GIVEN DATA =

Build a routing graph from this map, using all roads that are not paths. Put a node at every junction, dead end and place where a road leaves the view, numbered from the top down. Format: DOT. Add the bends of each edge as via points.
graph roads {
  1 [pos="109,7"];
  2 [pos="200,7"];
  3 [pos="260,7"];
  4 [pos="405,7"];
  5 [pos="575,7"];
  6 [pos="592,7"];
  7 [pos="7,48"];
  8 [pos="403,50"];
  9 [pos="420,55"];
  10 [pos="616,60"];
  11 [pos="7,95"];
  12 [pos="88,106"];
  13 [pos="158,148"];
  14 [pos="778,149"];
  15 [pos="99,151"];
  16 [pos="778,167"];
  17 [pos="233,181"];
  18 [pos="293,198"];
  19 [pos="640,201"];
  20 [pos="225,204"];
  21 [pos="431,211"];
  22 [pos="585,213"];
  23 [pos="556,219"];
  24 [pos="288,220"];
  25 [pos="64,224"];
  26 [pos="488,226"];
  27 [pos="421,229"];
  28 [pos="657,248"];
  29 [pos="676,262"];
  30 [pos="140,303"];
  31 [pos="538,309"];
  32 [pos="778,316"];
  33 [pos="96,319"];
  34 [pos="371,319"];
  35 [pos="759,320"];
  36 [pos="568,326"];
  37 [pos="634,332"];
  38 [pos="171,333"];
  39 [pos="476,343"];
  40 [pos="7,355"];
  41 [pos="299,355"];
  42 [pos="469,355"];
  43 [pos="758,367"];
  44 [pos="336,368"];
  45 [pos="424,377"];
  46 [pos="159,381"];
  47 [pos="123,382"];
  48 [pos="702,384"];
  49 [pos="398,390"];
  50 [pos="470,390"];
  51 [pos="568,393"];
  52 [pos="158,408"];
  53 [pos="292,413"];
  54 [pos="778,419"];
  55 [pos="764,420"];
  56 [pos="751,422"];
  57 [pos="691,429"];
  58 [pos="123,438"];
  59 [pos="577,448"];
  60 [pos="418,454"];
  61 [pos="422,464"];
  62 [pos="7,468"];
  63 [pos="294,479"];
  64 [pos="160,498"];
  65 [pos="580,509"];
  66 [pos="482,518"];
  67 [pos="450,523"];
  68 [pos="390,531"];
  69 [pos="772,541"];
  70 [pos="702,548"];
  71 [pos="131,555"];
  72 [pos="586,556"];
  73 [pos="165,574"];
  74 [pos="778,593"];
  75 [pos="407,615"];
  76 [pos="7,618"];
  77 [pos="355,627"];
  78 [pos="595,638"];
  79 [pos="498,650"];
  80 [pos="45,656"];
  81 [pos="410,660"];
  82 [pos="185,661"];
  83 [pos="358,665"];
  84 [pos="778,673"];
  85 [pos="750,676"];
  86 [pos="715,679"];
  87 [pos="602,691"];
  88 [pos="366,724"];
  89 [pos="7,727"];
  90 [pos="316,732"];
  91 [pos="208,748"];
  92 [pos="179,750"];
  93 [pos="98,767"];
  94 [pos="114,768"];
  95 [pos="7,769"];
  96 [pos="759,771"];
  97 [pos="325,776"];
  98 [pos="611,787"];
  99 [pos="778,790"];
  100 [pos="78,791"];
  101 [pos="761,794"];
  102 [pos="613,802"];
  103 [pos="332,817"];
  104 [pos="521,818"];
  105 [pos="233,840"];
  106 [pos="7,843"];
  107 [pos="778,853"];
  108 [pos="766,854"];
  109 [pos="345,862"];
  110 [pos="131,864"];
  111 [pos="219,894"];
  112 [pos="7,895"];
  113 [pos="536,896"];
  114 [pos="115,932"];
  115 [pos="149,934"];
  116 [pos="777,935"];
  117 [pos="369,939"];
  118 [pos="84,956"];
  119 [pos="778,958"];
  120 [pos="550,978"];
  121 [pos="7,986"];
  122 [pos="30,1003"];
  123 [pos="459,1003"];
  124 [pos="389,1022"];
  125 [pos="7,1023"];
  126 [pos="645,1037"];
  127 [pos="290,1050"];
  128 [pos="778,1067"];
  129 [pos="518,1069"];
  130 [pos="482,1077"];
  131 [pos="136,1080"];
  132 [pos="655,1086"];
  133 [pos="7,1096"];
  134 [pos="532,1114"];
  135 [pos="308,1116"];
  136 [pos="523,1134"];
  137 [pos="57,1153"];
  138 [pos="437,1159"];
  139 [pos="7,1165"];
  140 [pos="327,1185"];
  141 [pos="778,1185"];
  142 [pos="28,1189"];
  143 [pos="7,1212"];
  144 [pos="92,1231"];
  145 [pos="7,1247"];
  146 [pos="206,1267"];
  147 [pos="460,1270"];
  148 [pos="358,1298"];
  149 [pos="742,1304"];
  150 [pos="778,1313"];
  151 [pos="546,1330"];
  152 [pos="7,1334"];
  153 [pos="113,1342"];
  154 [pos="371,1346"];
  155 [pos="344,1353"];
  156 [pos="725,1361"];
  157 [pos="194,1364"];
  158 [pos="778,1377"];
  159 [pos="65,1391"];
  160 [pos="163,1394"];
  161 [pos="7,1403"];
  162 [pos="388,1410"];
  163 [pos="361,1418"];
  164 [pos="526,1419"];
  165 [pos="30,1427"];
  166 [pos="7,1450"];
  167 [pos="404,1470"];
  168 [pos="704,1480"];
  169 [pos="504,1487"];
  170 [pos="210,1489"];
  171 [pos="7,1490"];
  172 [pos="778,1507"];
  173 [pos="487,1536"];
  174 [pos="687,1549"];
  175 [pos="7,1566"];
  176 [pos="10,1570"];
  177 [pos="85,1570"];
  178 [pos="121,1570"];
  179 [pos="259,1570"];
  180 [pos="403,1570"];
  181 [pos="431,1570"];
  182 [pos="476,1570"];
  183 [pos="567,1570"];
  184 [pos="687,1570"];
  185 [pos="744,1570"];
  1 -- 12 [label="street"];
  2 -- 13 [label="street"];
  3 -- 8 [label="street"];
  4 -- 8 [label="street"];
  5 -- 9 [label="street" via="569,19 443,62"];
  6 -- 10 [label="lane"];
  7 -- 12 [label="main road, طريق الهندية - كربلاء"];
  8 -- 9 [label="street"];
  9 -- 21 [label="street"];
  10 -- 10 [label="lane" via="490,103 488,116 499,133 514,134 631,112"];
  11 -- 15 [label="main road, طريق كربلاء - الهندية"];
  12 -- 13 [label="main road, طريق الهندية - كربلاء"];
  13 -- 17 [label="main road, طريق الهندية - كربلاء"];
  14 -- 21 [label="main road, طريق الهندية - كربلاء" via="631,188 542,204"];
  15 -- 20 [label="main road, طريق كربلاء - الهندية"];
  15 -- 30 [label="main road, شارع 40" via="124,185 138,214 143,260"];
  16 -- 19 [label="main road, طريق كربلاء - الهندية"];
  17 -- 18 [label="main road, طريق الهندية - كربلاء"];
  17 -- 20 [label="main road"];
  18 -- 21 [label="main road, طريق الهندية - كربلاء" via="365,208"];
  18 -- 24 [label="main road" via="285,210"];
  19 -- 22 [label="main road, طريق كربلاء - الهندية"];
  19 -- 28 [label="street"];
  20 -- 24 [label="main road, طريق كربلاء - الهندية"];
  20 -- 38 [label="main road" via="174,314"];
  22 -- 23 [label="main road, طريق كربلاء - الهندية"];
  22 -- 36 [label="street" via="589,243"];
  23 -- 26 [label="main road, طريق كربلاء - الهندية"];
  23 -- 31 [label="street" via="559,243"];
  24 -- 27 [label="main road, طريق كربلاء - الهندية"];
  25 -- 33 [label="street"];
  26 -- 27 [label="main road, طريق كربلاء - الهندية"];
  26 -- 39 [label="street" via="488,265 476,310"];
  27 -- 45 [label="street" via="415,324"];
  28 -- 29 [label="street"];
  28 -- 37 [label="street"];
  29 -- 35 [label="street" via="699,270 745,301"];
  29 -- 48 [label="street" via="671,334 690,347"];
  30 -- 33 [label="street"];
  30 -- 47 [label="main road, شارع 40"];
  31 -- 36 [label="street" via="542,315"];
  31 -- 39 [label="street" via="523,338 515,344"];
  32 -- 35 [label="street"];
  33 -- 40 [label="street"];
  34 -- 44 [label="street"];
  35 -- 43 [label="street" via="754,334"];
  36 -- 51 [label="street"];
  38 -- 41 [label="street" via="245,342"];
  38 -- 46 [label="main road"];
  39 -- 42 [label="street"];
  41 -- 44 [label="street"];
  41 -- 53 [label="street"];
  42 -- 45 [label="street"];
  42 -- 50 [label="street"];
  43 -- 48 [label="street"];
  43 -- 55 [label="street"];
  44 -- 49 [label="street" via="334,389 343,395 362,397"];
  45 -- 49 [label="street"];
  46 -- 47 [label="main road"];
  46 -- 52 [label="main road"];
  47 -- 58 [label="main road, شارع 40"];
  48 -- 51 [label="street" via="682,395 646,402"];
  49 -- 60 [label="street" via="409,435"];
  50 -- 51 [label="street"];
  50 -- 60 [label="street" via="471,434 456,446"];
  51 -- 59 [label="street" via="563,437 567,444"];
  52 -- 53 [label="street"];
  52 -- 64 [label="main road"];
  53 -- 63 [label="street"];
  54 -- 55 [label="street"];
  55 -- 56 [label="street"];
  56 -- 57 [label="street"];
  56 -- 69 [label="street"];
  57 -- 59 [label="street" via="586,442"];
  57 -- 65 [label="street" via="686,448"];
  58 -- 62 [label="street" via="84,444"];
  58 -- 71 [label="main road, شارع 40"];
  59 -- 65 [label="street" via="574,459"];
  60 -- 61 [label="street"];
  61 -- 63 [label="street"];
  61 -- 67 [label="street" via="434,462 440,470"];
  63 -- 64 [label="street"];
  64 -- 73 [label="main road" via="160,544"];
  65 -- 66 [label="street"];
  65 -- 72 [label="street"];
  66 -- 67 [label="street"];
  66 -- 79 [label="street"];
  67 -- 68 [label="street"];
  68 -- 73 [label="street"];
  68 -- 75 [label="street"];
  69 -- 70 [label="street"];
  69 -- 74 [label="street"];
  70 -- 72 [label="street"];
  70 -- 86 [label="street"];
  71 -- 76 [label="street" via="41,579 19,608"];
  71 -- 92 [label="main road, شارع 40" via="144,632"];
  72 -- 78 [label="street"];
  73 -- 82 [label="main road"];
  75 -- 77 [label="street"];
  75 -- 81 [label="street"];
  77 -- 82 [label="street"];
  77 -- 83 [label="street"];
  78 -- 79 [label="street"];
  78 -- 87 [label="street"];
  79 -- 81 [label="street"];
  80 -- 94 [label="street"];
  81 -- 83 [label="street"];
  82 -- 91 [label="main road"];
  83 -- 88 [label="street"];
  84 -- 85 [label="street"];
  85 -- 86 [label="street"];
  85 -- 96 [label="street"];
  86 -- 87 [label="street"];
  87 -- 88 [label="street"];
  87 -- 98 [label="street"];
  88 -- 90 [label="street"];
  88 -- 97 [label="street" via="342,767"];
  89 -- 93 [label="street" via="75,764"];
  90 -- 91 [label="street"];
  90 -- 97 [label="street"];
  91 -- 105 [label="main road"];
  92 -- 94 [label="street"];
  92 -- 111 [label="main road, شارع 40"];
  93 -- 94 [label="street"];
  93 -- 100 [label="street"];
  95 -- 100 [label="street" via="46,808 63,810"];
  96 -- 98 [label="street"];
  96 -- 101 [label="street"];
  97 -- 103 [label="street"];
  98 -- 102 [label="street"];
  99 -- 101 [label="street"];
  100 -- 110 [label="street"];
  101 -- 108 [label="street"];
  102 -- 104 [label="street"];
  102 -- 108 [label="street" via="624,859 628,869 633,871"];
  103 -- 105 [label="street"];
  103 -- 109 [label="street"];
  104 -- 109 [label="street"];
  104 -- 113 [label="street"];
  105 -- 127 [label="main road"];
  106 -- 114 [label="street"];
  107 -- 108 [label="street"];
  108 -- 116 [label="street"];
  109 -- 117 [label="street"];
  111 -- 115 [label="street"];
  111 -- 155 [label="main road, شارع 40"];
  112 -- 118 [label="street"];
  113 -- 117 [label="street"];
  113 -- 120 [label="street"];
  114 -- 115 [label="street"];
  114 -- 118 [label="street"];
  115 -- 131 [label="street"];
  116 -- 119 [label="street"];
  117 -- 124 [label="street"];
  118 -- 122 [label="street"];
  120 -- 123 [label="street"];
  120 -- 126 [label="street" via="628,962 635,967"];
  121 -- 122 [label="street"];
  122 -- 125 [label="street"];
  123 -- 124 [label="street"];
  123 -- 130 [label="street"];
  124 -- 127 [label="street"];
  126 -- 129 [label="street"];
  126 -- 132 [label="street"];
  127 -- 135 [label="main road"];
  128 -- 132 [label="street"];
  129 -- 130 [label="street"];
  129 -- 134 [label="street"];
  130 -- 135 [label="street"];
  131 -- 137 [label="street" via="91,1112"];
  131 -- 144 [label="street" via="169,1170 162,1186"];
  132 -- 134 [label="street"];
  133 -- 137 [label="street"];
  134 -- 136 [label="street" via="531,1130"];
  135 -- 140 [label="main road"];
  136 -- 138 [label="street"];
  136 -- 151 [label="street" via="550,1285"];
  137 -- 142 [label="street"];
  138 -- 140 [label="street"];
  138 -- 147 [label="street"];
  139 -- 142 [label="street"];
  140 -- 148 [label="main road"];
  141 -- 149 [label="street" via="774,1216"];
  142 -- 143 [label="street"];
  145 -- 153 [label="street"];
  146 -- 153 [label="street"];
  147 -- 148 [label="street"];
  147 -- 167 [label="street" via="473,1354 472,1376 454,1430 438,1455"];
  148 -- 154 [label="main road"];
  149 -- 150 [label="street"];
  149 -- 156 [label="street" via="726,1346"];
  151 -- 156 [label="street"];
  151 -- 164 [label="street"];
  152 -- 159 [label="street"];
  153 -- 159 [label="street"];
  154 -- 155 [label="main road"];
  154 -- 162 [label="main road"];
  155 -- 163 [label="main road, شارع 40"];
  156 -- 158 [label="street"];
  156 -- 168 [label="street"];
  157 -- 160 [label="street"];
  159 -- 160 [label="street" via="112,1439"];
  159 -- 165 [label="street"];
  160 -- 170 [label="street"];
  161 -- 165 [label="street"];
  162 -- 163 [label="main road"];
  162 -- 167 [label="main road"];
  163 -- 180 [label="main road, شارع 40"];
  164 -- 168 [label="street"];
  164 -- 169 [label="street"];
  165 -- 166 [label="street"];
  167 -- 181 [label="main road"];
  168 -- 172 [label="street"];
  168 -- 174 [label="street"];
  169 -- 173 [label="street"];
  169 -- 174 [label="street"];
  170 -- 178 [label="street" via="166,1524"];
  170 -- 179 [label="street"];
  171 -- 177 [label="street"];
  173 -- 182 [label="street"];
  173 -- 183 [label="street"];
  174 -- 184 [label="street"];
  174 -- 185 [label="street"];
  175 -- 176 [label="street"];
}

AIM OF THE TASK =
Lines that hold "graph" are the ones to copy, so pick each out from the data.

TASK ANSWER =
Build a routing graph from this map, using all roads that are not paths. Put a node at every junction, dead end and place where a road leaves the view, numbered from the top down. Format: DOT. Add the bends of each edge as via points.
graph roads {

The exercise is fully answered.